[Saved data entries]
-- Opening Marker --
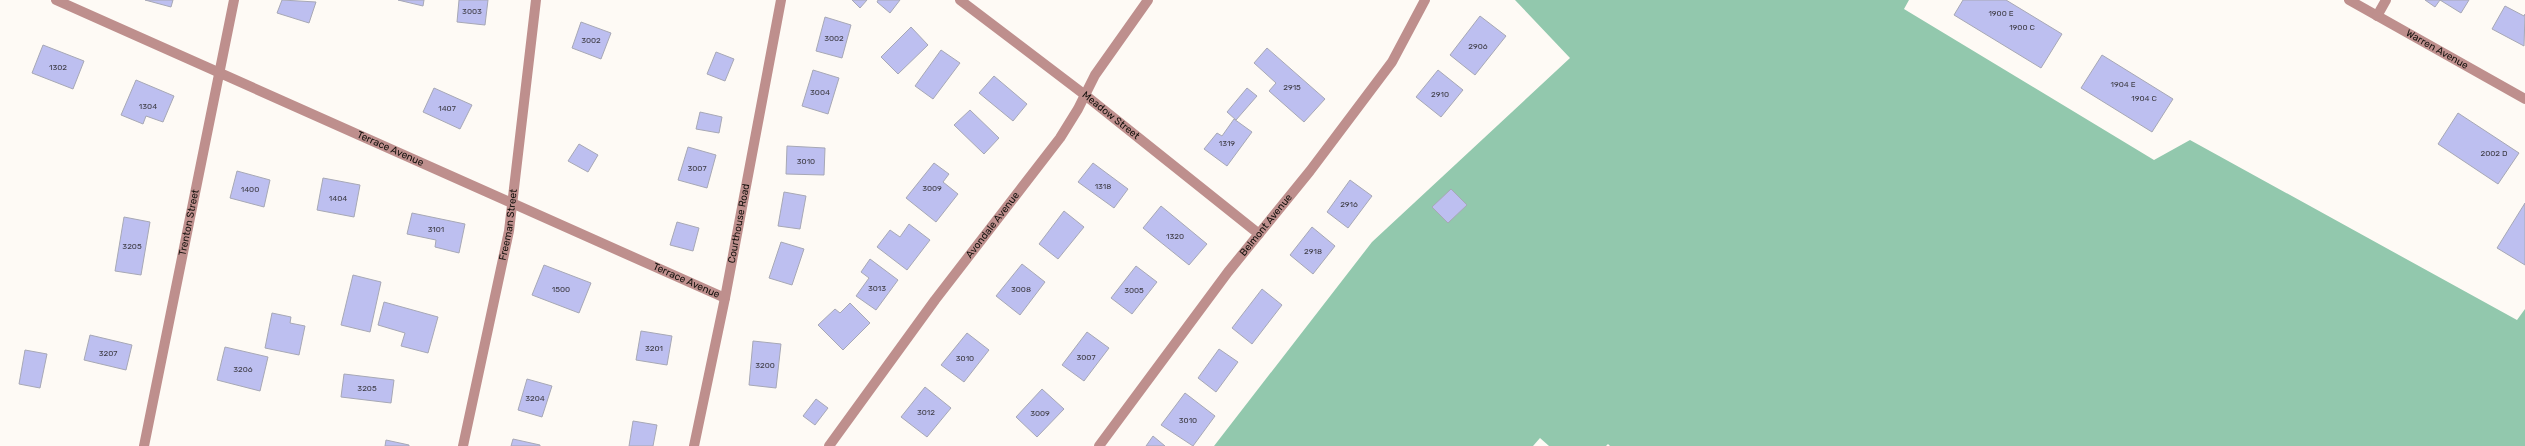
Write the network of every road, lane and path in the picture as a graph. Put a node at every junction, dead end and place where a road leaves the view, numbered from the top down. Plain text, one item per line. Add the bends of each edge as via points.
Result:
1 (56, 0) edge
2 (234, 0) edge
3 (536, 0) edge
4 (781, 0) edge
5 (960, 0) edge
6 (1148, 0) edge
7 (1426, 0) edge
8 (2348, 0) edge
9 (2386, 0) edge
10 (2377, 16) junction
11 (221, 72) junction
12 (1085, 94) junction
13 (2525, 99) edge
14 (512, 203) junction
15 (1259, 234) junction
16 (725, 298) junction
17 (144, 446) edge
18 (463, 446) edge
19 (694, 446) edge
20 (829, 446) edge
21 (1099, 446) edge

1 - 11 street, Terrace Avenue
2 - 11 street, Trenton Street
3 - 14 street, Freeman Street
4 - 16 street, Courthouse Road
5 - 12 street, Meadow Street
6 - 12 street, Avondale Avenue via 1095,75
7 - 15 street, Belmont Avenue via 1392,62
8 - 10 street, Warren Avenue
9 - 10 street
10 - 13 street, Warren Avenue
11 - 14 street, Terrace Avenue
11 - 17 street, Trenton Street
12 - 15 street, Meadow Street
12 - 20 street, Avondale Avenue via 1060,138 935,300
14 - 16 street, Terrace Avenue
14 - 18 street, Freeman Street via 509,231
15 - 21 street, Belmont Avenue
16 - 19 street, Courthouse Road

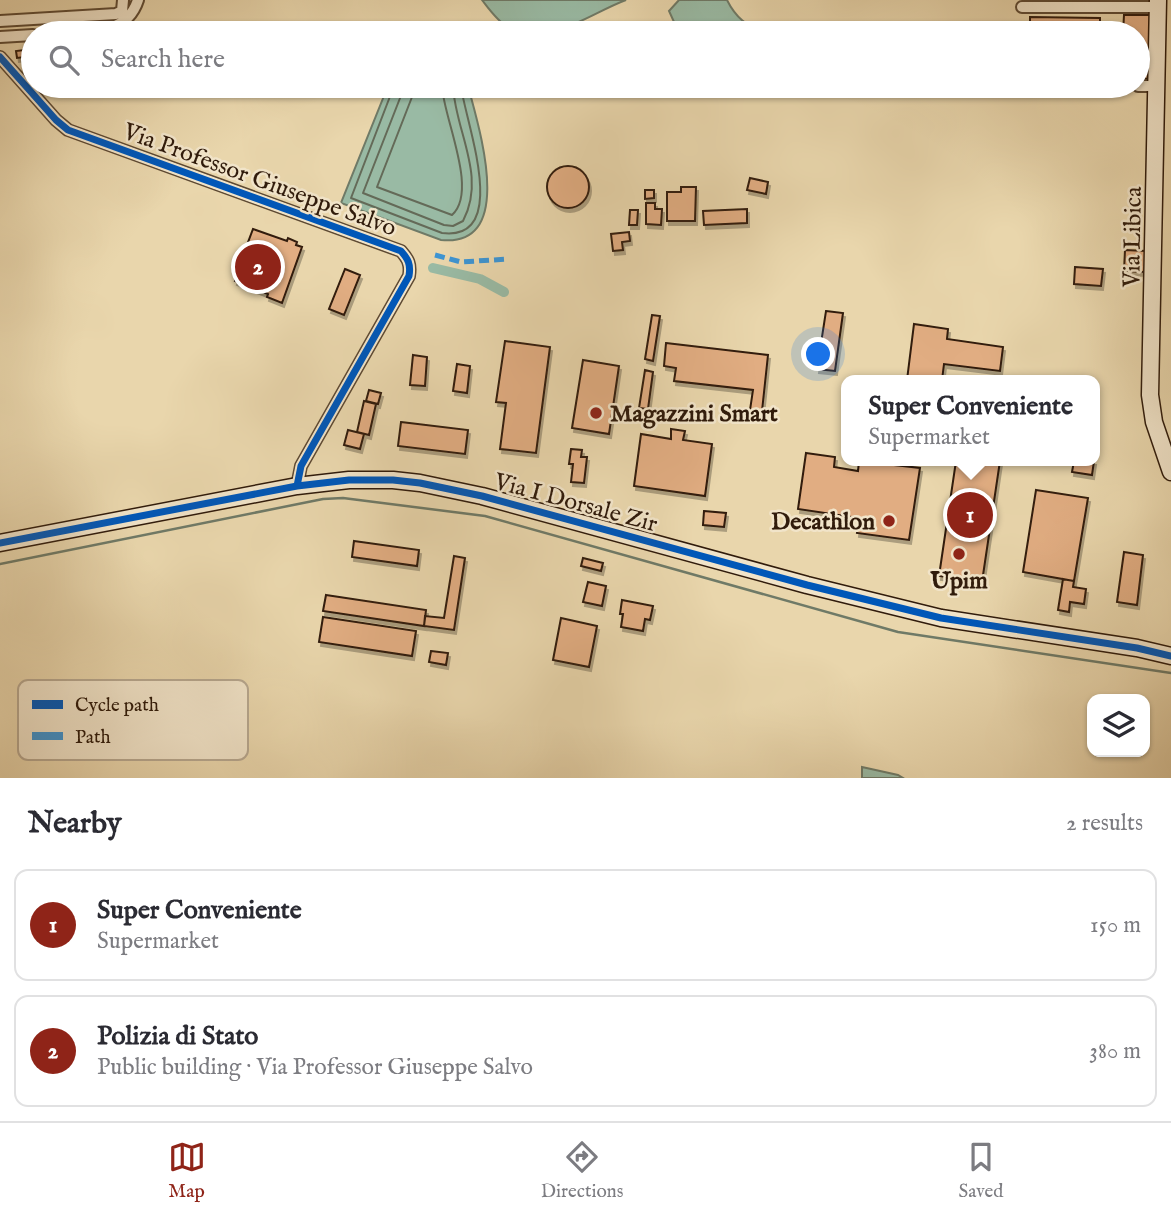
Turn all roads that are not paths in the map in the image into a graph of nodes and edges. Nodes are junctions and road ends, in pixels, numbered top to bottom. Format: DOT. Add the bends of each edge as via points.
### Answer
graph roads {
  1 [pos="123,0"];
  2 [pos="138,0"];
  3 [pos="1158,3"];
  4 [pos="1022,7"];
  5 [pos="36,19"];
  6 [pos="0,21"];
  7 [pos="124,21"];
  8 [pos="21,35"];
  9 [pos="0,37"];
  10 [pos="0,57"];
  11 [pos="21,81"];
  12 [pos="1150,86"];
  13 [pos="1156,86"];
  14 [pos="36,98"];
  15 [pos="1171,472"];
  16 [pos="297,486"];
  17 [pos="0,543"];
  18 [pos="1137,648"];
  19 [pos="1171,648"];
  20 [pos="1171,656"];
  1 -- 5 [label="street" via="122,11 116,13"];
  2 -- 7 [label="street"];
  3 -- 4 [label="street"];
  3 -- 13 [label="main road, Via Libica"];
  5 -- 6 [label="street"];
  8 -- 9 [label="street"];
  10 -- 11 [label="street, Via Professor Giuseppe Salvo"];
  12 -- 13 [label="street"];
  13 -- 15 [label="main road, Via Libica" via="1150,395"];
  14 -- 16 [label="street, Via Professor Giuseppe Salvo" via="68,130 401,251 408,258 409,275 301,466"];
  16 -- 17 [label="main road, Via I Dorsale Zir"];
  16 -- 18 [label="main road, Via I Dorsale Zir" via="369,479 420,483 929,616"];
  18 -- 19 [label="main road, Via I Dorsale Zir"];
  18 -- 20 [label="main road, Via I Dorsale Zir"];
}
-- Closing Marker --
Return the data exactly. Do not carry over any images.

• TASK RESULT:
Write the network of every road, lane and path in the picture as a graph. Put a node at every junction, dead end and place where a road leaves the view, numbered from the top down. Plain text, one item per line. Add the bends of each edge as via points.
Result:
1 (56, 0) edge
2 (234, 0) edge
3 (536, 0) edge
4 (781, 0) edge
5 (960, 0) edge
6 (1148, 0) edge
7 (1426, 0) edge
8 (2348, 0) edge
9 (2386, 0) edge
10 (2377, 16) junction
11 (221, 72) junction
12 (1085, 94) junction
13 (2525, 99) edge
14 (512, 203) junction
15 (1259, 234) junction
16 (725, 298) junction
17 (144, 446) edge
18 (463, 446) edge
19 (694, 446) edge
20 (829, 446) edge
21 (1099, 446) edge

1 - 11 street, Terrace Avenue
2 - 11 street, Trenton Street
3 - 14 street, Freeman Street
4 - 16 street, Courthouse Road
5 - 12 street, Meadow Street
6 - 12 street, Avondale Avenue via 1095,75
7 - 15 street, Belmont Avenue via 1392,62
8 - 10 street, Warren Avenue
9 - 10 street
10 - 13 street, Warren Avenue
11 - 14 street, Terrace Avenue
11 - 17 street, Trenton Street
12 - 15 street, Meadow Street
12 - 20 street, Avondale Avenue via 1060,138 935,300
14 - 16 street, Terrace Avenue
14 - 18 street, Freeman Street via 509,231
15 - 21 street, Belmont Avenue
16 - 19 street, Courthouse Road

Turn all roads that are not paths in the map in the image into a graph of nodes and edges. Nodes are junctions and road ends, in pixels, numbered top to bottom. Format: DOT. Add the bends of each edge as via points.
### Answer
graph roads {
  1 [pos="123,0"];
  2 [pos="138,0"];
  3 [pos="1158,3"];
  4 [pos="1022,7"];
  5 [pos="36,19"];
  6 [pos="0,21"];
  7 [pos="124,21"];
  8 [pos="21,35"];
  9 [pos="0,37"];
  10 [pos="0,57"];
  11 [pos="21,81"];
  12 [pos="1150,86"];
  13 [pos="1156,86"];
  14 [pos="36,98"];
  15 [pos="1171,472"];
  16 [pos="297,486"];
  17 [pos="0,543"];
  18 [pos="1137,648"];
  19 [pos="1171,648"];
  20 [pos="1171,656"];
  1 -- 5 [label="street" via="122,11 116,13"];
  2 -- 7 [label="street"];
  3 -- 4 [label="street"];
  3 -- 13 [label="main road, Via Libica"];
  5 -- 6 [label="street"];
  8 -- 9 [label="street"];
  10 -- 11 [label="street, Via Professor Giuseppe Salvo"];
  12 -- 13 [label="street"];
  13 -- 15 [label="main road, Via Libica" via="1150,395"];
  14 -- 16 [label="street, Via Professor Giuseppe Salvo" via="68,130 401,251 408,258 409,275 301,466"];
  16 -- 17 [label="main road, Via I Dorsale Zir"];
  16 -- 18 [label="main road, Via I Dorsale Zir" via="369,479 420,483 929,616"];
  18 -- 19 [label="main road, Via I Dorsale Zir"];
  18 -- 20 [label="main road, Via I Dorsale Zir"];
}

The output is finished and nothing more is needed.